British Manufacturing History

My exploration of the story of British Manfacturing

American Finance

The American banking story is a little different from the British history, for the new country lacked landed wealth and trading was largely by exports of agricultural products; the London merchant banks largely controlled their finance. Especially following the Civil War, America was about building a new country with the fruits of manufacturing and the very significant reserves of raw materials: coal, iron ore and oil. So we have names like Carnegie with steel and Rockefeller with oil. We have the building of the railways and the introduction of electricity with Edison, Thomson-Houston and Westinghouse. You can follow these links to read about American steel and American electricity.
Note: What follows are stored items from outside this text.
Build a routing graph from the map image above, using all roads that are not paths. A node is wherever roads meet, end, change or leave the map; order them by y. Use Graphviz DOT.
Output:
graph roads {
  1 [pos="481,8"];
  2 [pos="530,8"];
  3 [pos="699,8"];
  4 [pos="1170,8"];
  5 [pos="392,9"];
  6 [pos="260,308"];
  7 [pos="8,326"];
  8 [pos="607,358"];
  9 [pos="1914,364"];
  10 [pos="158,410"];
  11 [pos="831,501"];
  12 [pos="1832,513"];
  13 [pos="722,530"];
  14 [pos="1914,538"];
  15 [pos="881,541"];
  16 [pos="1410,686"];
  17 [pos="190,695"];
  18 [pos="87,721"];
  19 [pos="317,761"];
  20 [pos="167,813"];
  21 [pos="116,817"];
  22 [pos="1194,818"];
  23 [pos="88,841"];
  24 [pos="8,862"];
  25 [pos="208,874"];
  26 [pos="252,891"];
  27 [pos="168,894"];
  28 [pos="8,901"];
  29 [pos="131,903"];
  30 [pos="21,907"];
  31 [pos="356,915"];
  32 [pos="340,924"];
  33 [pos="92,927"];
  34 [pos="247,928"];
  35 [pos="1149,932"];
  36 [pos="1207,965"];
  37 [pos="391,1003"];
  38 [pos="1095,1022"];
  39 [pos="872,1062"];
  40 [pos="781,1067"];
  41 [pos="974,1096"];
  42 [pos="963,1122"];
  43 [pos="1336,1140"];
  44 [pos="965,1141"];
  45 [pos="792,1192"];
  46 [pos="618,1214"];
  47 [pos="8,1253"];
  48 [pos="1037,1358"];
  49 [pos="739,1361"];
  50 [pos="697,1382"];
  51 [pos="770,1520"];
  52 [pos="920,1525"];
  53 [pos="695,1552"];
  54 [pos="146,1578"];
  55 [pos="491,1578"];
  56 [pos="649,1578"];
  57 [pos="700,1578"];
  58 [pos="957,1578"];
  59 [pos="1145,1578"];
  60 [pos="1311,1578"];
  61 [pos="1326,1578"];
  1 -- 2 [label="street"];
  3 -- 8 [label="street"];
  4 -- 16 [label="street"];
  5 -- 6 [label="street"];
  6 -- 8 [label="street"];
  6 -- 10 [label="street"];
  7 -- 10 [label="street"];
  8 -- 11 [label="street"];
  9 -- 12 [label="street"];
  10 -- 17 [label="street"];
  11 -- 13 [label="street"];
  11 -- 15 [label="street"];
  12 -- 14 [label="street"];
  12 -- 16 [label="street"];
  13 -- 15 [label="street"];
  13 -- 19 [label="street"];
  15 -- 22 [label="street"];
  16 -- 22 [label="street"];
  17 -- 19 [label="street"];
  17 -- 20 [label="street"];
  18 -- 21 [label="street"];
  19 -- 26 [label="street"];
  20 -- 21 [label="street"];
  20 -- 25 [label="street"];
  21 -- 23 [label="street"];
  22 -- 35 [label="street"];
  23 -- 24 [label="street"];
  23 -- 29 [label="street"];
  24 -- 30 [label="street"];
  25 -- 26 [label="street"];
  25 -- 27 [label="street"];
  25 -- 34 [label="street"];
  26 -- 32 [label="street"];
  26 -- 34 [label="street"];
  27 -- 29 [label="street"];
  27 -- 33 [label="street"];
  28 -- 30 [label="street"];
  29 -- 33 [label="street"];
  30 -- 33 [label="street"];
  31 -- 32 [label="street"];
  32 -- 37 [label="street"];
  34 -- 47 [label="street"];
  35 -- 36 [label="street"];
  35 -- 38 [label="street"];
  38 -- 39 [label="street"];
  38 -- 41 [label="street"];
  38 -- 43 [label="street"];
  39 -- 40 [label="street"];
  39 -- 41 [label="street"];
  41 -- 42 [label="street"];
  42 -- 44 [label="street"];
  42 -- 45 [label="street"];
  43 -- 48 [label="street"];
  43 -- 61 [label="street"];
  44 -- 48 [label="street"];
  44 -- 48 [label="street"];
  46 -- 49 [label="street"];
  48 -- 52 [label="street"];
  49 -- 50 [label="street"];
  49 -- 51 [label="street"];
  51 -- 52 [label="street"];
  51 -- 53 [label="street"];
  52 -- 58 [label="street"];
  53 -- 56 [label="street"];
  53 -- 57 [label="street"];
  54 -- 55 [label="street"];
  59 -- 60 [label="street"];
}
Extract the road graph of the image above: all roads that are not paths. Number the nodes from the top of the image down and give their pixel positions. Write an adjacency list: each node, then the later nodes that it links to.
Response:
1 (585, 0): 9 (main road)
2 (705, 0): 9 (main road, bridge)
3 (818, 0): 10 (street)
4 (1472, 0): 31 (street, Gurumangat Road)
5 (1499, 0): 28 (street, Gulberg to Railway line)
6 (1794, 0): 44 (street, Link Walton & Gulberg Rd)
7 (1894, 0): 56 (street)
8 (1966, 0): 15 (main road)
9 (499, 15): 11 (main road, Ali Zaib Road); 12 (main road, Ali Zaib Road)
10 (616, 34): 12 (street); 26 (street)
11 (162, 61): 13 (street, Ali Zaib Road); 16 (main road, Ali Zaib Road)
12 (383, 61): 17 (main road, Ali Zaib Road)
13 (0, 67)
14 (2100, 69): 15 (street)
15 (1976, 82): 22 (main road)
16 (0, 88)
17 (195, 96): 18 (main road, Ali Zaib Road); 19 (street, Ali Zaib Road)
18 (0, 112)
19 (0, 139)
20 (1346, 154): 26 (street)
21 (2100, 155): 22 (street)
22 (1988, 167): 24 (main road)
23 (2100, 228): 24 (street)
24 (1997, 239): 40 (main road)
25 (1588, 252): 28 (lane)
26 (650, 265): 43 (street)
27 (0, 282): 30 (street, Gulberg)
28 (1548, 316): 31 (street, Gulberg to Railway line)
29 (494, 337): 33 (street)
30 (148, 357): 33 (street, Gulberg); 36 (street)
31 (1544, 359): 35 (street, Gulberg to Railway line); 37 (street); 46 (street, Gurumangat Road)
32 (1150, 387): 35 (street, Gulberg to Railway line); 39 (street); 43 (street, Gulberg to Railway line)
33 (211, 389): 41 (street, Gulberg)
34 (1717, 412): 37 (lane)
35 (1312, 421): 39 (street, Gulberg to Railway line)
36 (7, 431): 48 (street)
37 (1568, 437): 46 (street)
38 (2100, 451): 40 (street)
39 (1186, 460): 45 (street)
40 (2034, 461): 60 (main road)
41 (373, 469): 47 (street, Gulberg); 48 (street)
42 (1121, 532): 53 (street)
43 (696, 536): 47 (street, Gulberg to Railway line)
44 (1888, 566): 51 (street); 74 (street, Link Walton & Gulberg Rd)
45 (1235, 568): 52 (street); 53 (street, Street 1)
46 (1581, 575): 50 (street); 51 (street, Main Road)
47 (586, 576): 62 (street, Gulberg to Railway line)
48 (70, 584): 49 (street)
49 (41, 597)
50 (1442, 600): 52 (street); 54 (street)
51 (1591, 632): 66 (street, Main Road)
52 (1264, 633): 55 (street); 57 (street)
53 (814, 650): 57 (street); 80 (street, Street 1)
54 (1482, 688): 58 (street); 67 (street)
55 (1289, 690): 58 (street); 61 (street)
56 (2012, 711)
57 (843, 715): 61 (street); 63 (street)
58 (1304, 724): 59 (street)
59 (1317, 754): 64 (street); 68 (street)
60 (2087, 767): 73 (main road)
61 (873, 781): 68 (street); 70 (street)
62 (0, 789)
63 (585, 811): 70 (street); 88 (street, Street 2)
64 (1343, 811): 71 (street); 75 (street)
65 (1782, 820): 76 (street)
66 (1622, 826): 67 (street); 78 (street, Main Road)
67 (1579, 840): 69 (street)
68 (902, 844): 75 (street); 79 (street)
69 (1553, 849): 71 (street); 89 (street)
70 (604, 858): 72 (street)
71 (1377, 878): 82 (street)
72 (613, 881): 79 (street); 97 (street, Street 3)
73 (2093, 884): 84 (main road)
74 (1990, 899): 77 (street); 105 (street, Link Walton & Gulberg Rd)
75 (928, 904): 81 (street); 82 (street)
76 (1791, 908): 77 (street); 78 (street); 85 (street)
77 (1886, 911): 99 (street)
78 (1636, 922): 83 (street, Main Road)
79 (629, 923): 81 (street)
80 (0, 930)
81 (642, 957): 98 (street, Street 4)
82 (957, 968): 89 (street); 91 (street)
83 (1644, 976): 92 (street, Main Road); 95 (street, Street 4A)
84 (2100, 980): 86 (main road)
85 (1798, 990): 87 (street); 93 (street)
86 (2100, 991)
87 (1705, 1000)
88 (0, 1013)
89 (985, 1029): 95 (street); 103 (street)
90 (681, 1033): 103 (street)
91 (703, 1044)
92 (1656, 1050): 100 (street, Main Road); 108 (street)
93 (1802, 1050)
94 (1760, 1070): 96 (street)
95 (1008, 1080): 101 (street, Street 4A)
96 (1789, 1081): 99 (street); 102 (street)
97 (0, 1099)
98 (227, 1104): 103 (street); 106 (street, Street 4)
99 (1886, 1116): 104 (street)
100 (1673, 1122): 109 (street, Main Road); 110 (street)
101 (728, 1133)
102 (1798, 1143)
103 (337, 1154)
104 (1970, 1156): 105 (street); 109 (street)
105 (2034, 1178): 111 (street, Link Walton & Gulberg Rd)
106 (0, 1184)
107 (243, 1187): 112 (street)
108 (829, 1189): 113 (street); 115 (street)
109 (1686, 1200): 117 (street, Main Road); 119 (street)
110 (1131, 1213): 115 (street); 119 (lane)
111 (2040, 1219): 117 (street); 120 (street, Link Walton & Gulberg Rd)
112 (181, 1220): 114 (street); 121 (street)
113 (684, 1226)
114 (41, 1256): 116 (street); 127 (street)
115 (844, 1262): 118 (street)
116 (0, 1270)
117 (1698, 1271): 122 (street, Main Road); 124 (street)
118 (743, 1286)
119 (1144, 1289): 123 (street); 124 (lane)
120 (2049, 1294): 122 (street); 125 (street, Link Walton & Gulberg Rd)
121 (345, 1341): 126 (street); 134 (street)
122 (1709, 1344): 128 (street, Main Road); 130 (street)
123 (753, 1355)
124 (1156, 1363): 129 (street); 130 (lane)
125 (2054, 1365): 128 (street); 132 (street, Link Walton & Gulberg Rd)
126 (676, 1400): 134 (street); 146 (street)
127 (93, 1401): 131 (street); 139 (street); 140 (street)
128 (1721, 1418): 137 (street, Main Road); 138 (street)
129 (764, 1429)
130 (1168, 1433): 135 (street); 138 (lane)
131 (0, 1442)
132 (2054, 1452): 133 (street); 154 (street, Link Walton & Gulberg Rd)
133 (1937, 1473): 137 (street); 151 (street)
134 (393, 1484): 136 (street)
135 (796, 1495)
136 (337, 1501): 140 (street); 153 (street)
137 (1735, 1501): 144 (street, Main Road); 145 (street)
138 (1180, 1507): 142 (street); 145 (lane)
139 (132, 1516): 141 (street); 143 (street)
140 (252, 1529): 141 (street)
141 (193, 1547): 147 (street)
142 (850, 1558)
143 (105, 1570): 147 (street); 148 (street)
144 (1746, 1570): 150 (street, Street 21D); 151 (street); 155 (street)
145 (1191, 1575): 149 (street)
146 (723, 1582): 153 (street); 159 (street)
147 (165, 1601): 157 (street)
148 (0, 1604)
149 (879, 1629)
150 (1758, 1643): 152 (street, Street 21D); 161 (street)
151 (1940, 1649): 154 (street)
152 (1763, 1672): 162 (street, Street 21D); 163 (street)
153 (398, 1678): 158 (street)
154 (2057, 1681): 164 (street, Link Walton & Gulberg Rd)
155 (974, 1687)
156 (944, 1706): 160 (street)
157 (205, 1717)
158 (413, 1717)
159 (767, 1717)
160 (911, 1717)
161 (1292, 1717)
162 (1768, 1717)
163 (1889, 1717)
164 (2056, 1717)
The banking name that stands out is J.P. Morgan and I refer to the intriguing biography by J.R. Macgregor. John Pierpont was born into a banking dynasty founded by his father Junius Spencer Morgan  which had a strong connection with the British banker Peabody, now better known for his philanthropy through London’s Peabody buildings. There is the later connection which became Morgan Grenfell.

J.P. Morgan had an instinctive understanding of money which he viewed as simply a resource with which to harness other resources. He was astonishingly numerate which enabled him to see through the financial fog that during his long and influential career would from time to time engulf American business. Interestingly it was only in the last thirteen years of his life that the empire that would be known for decades as JP Morgan was really created. Before then he, like men in business at the time, would try and sometimes fail as the new world of industry grew.

He was the man behind the building of the Panama Canal. He financed the growth of many American businesses. But he believed in the benefit of monopolies and companies working closely to mutual advantage. Politicians didn’t share this view and the president, Roosevelt, embarked on a ‘trust-busting’ crusade. This came to a crisis point in 1907. Macgregor tells how this came about and this is significant in understanding later legislation aimed at avoiding such crashes. The stock market plays a central role and in 1907 was being manipulated and this caused a rumour that those involved could become the subject of attack by President Roosevelt in his anti-trust campaign. This triggered a run on one of the banks involved, the Knickerbocker Trust, which ran out of cash to pay its depositors. All this set in train a downward spiral with other failures. With some irony Roosevelt asked JPM to help which he did using his extraordinary connections with wealthy businessmen including Rockefeller. They injected liquidity into the system and stability returned.

JP Morgan would play a vital role in the First World War acting as Britain’s agent in buying the war materiel it needed. I write of this in my book Ordnance.